And Emily Brontë gave him a cuff round the ear with her leather binding for good measure.

‘Idiot!’ she finally managed. But she was winded by her fall, and the word lacked force. Ellie sucked in some air and tried again. ‘Idiot!’-much better-‘You might have killed me!’ Then, because he’d somehow managed to walk through locked doors into a house she was caretaking-as in ‘taking care of’-she demanded, ‘Who the hell are you, anyway?’

Then, as her brain finally caught up with her mouth-and because burglars rarely stopped to exchange must-read titles with their victims-the answer hit her with almost as much force as she’d landed on him with.

There was only one person he could be.

Dr Benedict Faulkner.

The Dr Benedict Faulkner whose house she was sitting.

The Dr Benedict Faulkner who was supposed to be on the other side of the world, up to his eyes in ancient tribal split infinitives.

The Dr Benedict Faulkner who wasn’t due back for another nine months.

Now she had time for a closer look, it was obvious that he was an older incarnation of the lovely youth in a faded black and white photograph on the piano in the drawing room. The one she always gave an extra rub with the duster.

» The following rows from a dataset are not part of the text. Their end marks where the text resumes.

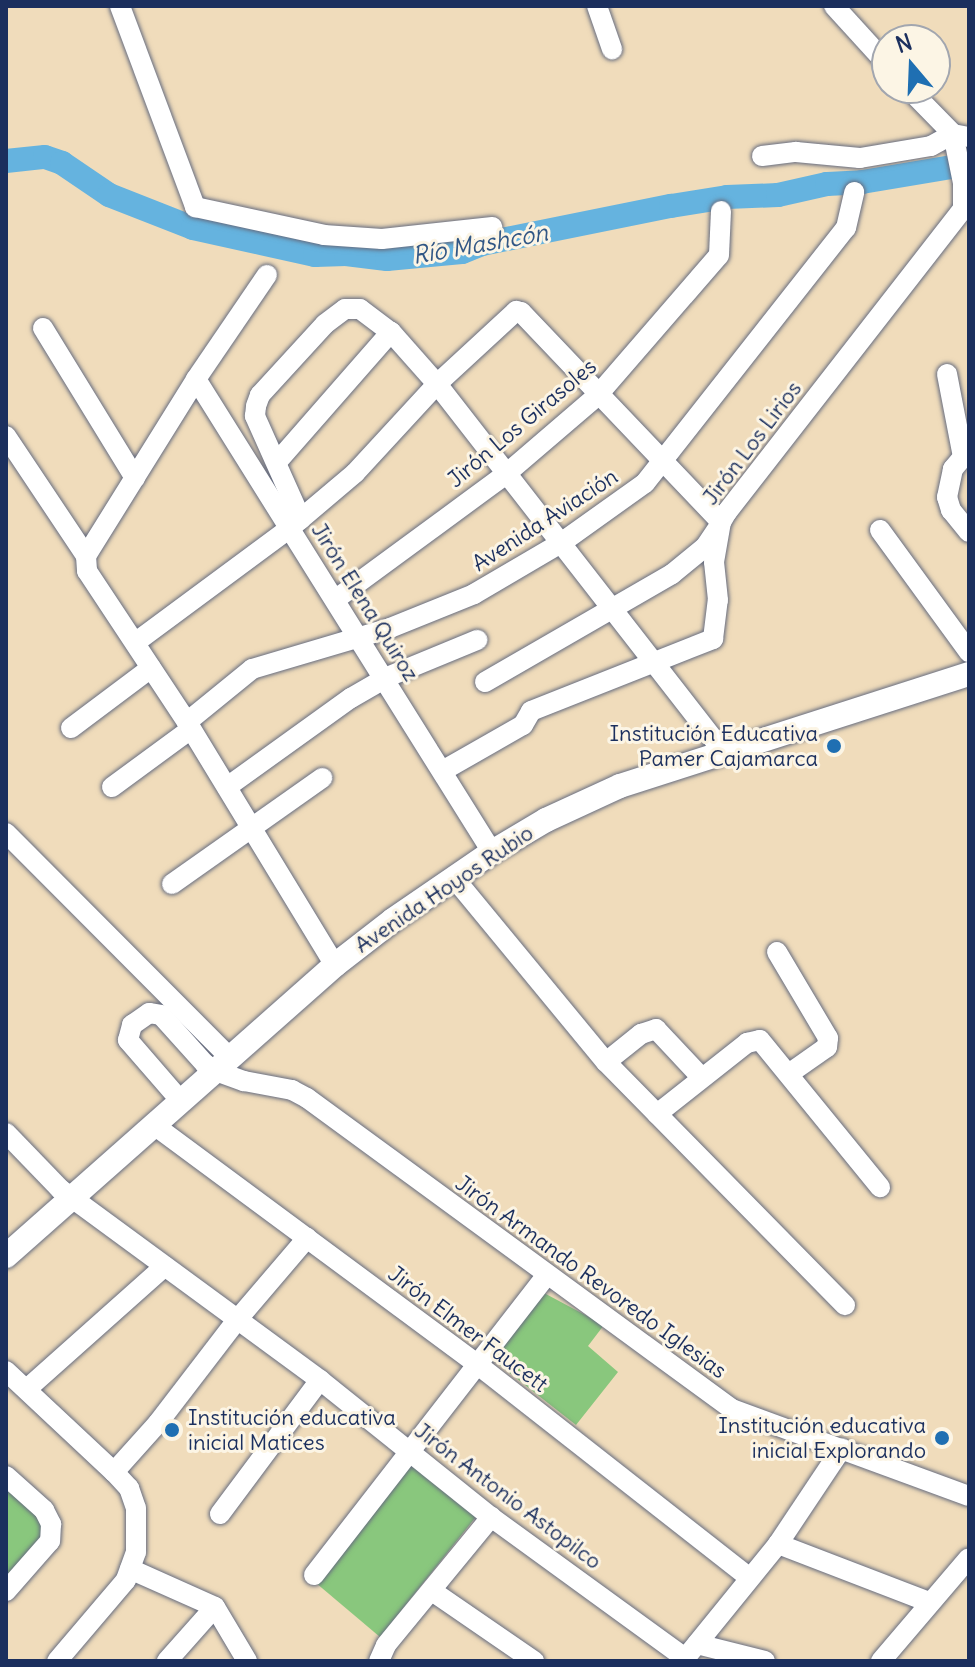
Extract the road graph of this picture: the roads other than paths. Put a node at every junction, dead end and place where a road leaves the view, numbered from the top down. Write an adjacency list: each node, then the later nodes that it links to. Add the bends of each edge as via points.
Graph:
1 (120, 6): 11 (street, via 195,207 324,235 382,239)
2 (597, 6): 5 (street)
3 (834, 6): 4 (street)
4 (871, 46)
5 (612, 49)
6 (924, 104): 7 (street)
7 (960, 140): 8 (street, via 860,158 796,152); 24 (street, Jirón Los Lirios, via 961,214)
8 (762, 156)
9 (854, 192): 21 (street, Avenida Aviación, via 846,228)
10 (721, 211): 18 (street, Jirón Los Girasoles, via 719,255)
11 (492, 227)
12 (267, 275): 16 (street)
13 (43, 328): 23 (street)
14 (391, 332): 17 (street); 20 (street); 20 (street, via 360,309 345,309 260,395 255,416)
15 (947, 374): 27 (street, via 963,457 953,469 947,497)
16 (196, 379): 23 (street); 25 (street, Jirón Elena Quiroz)
17 (437, 384): 18 (street, via 516,311); 22 (street); 25 (street, via 355,473)
18 (597, 396): 21 (street); 22 (street, Jirón Los Girasoles)
19 (6, 436): 29 (street)
20 (277, 462): 25 (street)
21 (665, 462): 24 (street); 28 (street, Avenida Aviación, via 619,504)
22 (506, 474): 28 (street); 30 (street, Jirón Los Girasoles)
23 (135, 478): 29 (street)
24 (721, 522): 31 (street, via 692,560); 37 (street, Jirón Los Lirios, via 714,562 715,636)
25 (296, 524): 30 (street, Jirón Elena Quiroz); 34 (street)
26 (880, 530): 35 (street)
27 (969, 532)
28 (561, 543): 31 (street); 32 (street, Avenida Aviación, via 474,594)
29 (86, 556): 34 (street, via 87,571)
30 (336, 599): 32 (street, Jirón Elena Quiroz)
31 (613, 611): 37 (street); 41 (street)
32 (360, 636): 40 (street, Jirón Elena Quiroz); 43 (street, Avenida Aviación, via 245,672)
33 (477, 640): 40 (street)
34 (136, 642): 38 (street)
35 (969, 652)
36 (969, 659): 42 (main road, Avenida Hoyos Rubio)
37 (655, 664): 45 (street); 46 (street, Jirón Los Lirios, via 531,711 523,725)
38 (151, 668): 43 (street); 44 (street)
39 (969, 674): 42 (main road, Avenida Hoyos Rubio)
40 (385, 678): 46 (street, Jirón Elena Quiroz); 49 (street)
41 (485, 682)
42 (886, 693): 45 (main road, Avenida Hoyos Rubio)
43 (189, 725): 48 (street, Avenida Aviación); 49 (street)
44 (71, 728)
45 (719, 746): 52 (main road, Avenida Hoyos Rubio, via 582,789)
46 (444, 770): 52 (street, Jirón Elena Quiroz)
47 (322, 778): 50 (street)
48 (112, 787)
49 (227, 787): 50 (street)
50 (251, 828): 54 (street); 56 (street)
51 (6, 833): 57 (street)
52 (490, 846): 53 (main road, Avenida Hoyos Rubio); 56 (main road, Avenida Hoyos Rubio, via 397,902)
53 (455, 879): 56 (main road, Avenida Hoyos Rubio); 58 (street)
54 (172, 884)
55 (777, 952): 59 (street, via 828,1038 827,1047)
56 (332, 960): 57 (main road, Avenida Hoyos Rubio)
57 (214, 1062): 61 (main road, Avenida Hoyos Rubio); 61 (street, via 161,1015 144,1015 129,1030 128,1040); 63 (main road, Avenida Hoyos Rubio); 71 (street, Jirón Armando Revoredo Iglesias, via 244,1081 307,1098)
58 (606, 1062): 60 (street, via 641,1034 656,1029); 62 (street)
59 (790, 1073): 60 (street, via 765,1043 753,1040); 65 (street)
60 (701, 1077): 62 (street)
61 (173, 1092): 66 (main road, Avenida Hoyos Rubio)
62 (657, 1114): 72 (street)
63 (154, 1125): 66 (main road, Avenida Hoyos Rubio); 68 (street, Jirón Elmer Faucett)
64 (6, 1133): 66 (street, Jirón Antonio Astopilco)
65 (880, 1187)
66 (66, 1192): 67 (main road, Avenida Hoyos Rubio); 69 (main road, Avenida Hoyos Rubio); 70 (street, Jirón Antonio Astopilco)
67 (6, 1235)
68 (307, 1238): 73 (street); 74 (street, Jirón Elmer Faucett)
69 (6, 1256)
70 (165, 1266): 73 (street, Jirón Antonio Astopilco); 77 (street)
71 (546, 1276): 74 (street); 78 (street, Jirón Armando Revoredo Iglesias, via 732,1409)
72 (845, 1305)
73 (237, 1320): 76 (street, Jirón Antonio Astopilco); 80 (street)
74 (477, 1364): 79 (street); 89 (street, Jirón Elmer Faucett)
75 (7, 1375): 77 (street)
76 (320, 1380): 79 (street, Jirón Antonio Astopilco); 83 (street)
77 (28, 1388): 80 (street)
78 (842, 1448): 82 (street, Jirón Armando Revoredo Iglesias); 85 (street)
79 (408, 1452): 84 (street, Jirón Antonio Astopilco); 88 (street)
80 (114, 1472): 87 (street, via 129,1488 136,1508 136,1552)
81 (6, 1476): 90 (street, via 44,1510 51,1524 50,1541)
82 (969, 1496)
83 (220, 1514)
84 (491, 1517): 91 (street); 94 (street, Jirón Antonio Astopilco)
85 (778, 1544): 89 (street); 92 (street)
86 (969, 1558): 92 (street)
87 (130, 1569): 93 (street); 96 (street)
88 (314, 1575)
89 (749, 1577): 94 (street)
90 (6, 1591)
91 (432, 1591): 95 (street); 99 (street, via 386,1645)
92 (929, 1602): 101 (street)
93 (215, 1607): 97 (street); 98 (street)
94 (689, 1654): 100 (street)
95 (531, 1660)
96 (57, 1661)
97 (167, 1661)
98 (247, 1661)
99 (379, 1661)
100 (765, 1661)
101 (881, 1661)

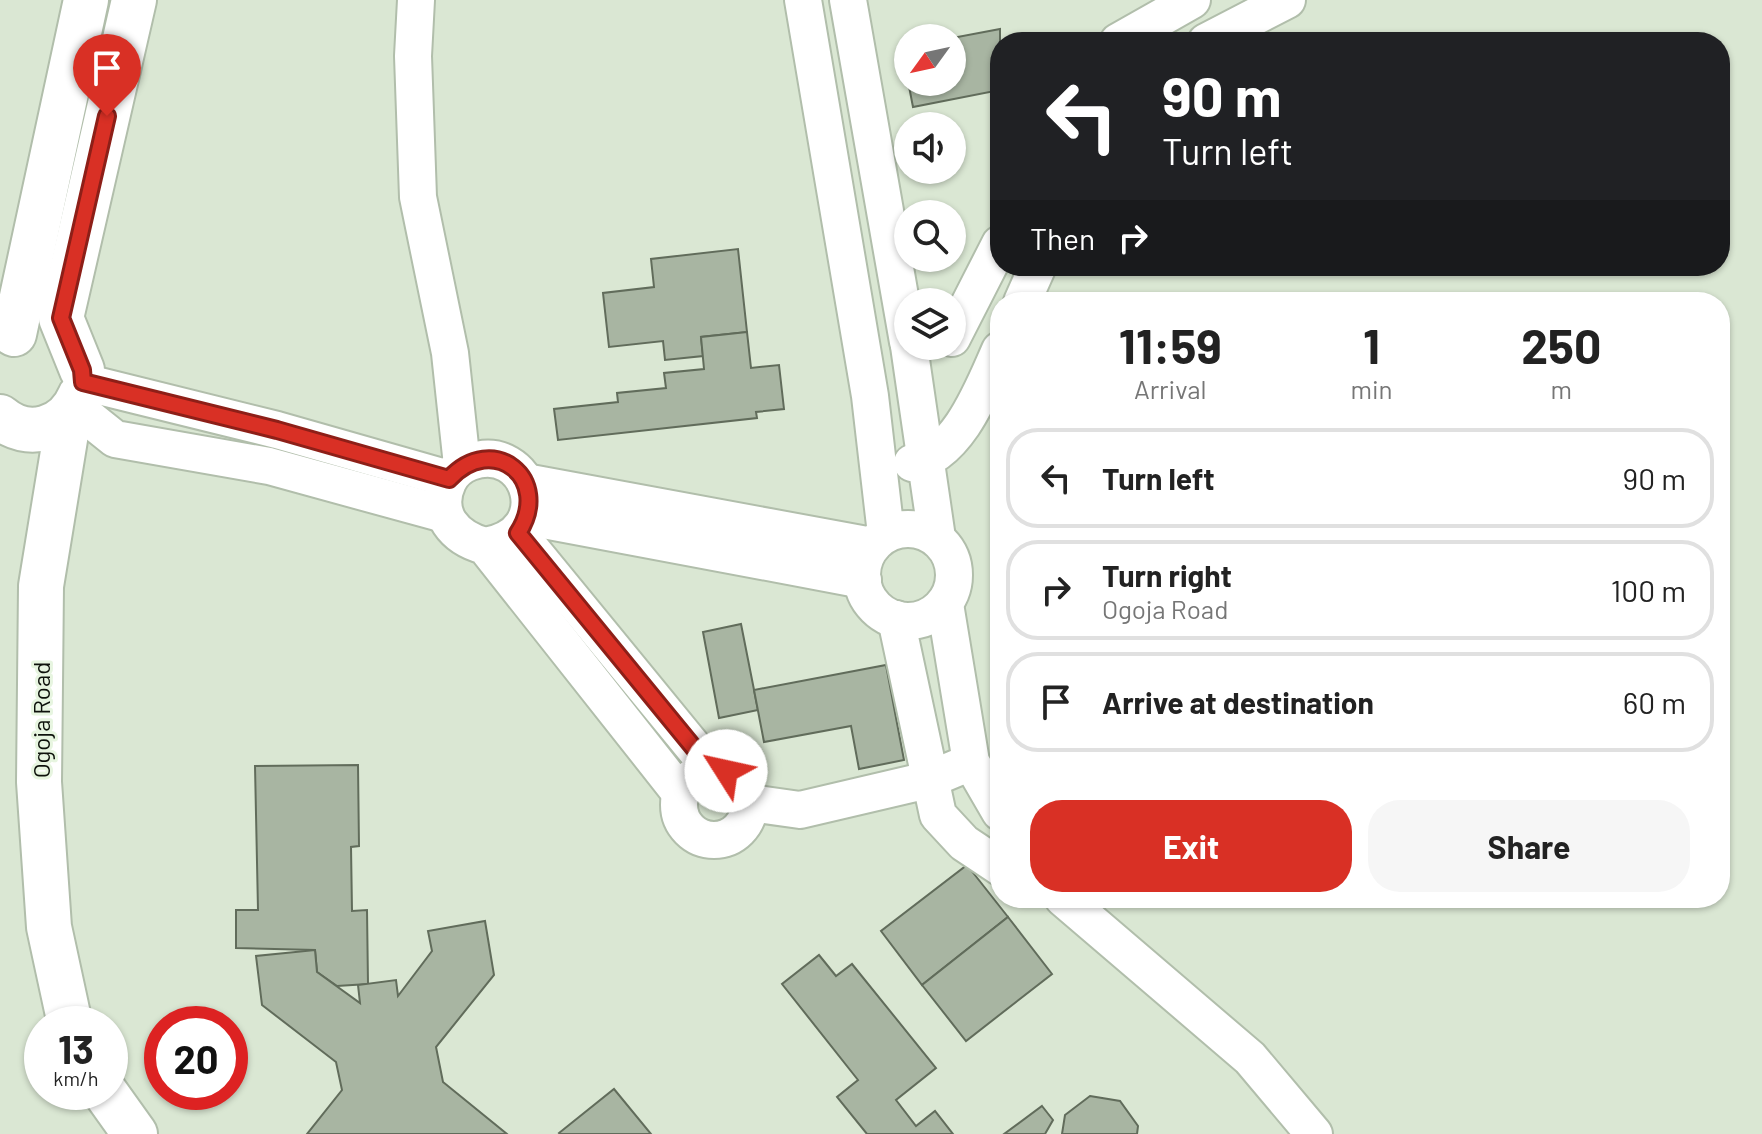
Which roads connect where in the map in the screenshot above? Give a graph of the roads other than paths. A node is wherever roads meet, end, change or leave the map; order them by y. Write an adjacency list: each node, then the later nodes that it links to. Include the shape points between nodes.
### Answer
1 (86, 0): 14 (main road)
2 (134, 0): 19 (main road, via 61,318)
3 (416, 0): 26 (lane, via 418,197 450,353)
4 (803, 0): 20 (lane)
5 (848, 0): 12 (lane)
6 (1192, 0): 9 (lane)
7 (1287, 0): 8 (lane)
8 (1248, 8): 10 (lane)
9 (1136, 32)
10 (1218, 32)
11 (990, 264): 13 (lane)
12 (898, 288)
13 (966, 311)
14 (5, 338): 19 (main road, via 31,330 56,337 75,354)
15 (911, 360): 18 (lane)
16 (937, 360): 18 (lane)
17 (990, 372): 24 (lane, via 970,416)
18 (916, 388): 20 (lane); 24 (lane)
19 (77, 394): 21 (main road, via 39,431); 22 (lane); 23 (lane, via 115,439); 44 (main road, Ogoja Road, via 41,586 39,782 49,927)
20 (870, 396): 25 (lane)
21 (0, 417)
22 (217, 417): 23 (lane); 26 (lane)
23 (208, 455): 28 (lane, via 269,466)
24 (927, 461): 25 (lane); 31 (lane)
25 (879, 469): 33 (lane)
26 (455, 472): 27 (lane, via 479,459 497,459 514,467); 28 (lane, via 443,496)
27 (525, 482): 29 (lane, via 530,499); 30 (lane)
28 (444, 514): 32 (lane, via 467,542)
29 (523, 525): 30 (lane); 32 (lane, via 503,543); 37 (lane)
30 (666, 527): 33 (lane)
31 (937, 538): 33 (lane, via 902,528); 34 (lane, via 954,569)
32 (485, 546): 39 (lane)
33 (873, 553): 35 (lane, via 874,604)
34 (945, 604): 35 (lane, via 914,621); 36 (lane)
35 (896, 619): 38 (lane)
36 (971, 762): 38 (lane); 40 (lane)
37 (712, 770): 39 (lane, via 688,781); 41 (lane, via 737,778)
38 (928, 780): 41 (lane, via 800,810); 42 (lane, via 938,815 964,843)
39 (681, 794): 41 (lane, via 682,821 691,832 717,841 741,828)
40 (990, 795)
41 (750, 803)
42 (990, 860)
43 (1075, 908): 47 (lane, via 1250,1058)
44 (66, 1006)
45 (118, 1110): 46 (main road)
46 (135, 1134)
47 (1314, 1134)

Older, but definitely not ‘aging’.

She’d somehow got this picture of him wearing tweeds and glasses, with the stooped and withered shoulders of someone whose life was spent poring over ancient manuscripts.

Not so.

It would seem that he had been either a very late surprise for his mother, or the offspring of a second, younger wife-because while he was wearing a tweed jacket, that was as far as the cliché went.

The man lying beneath her, it had to be said, could have stepped right out of the pages of one of her own romances. The ones that her own sister insisted on referring to as ‘fairy tales for grown-ups’.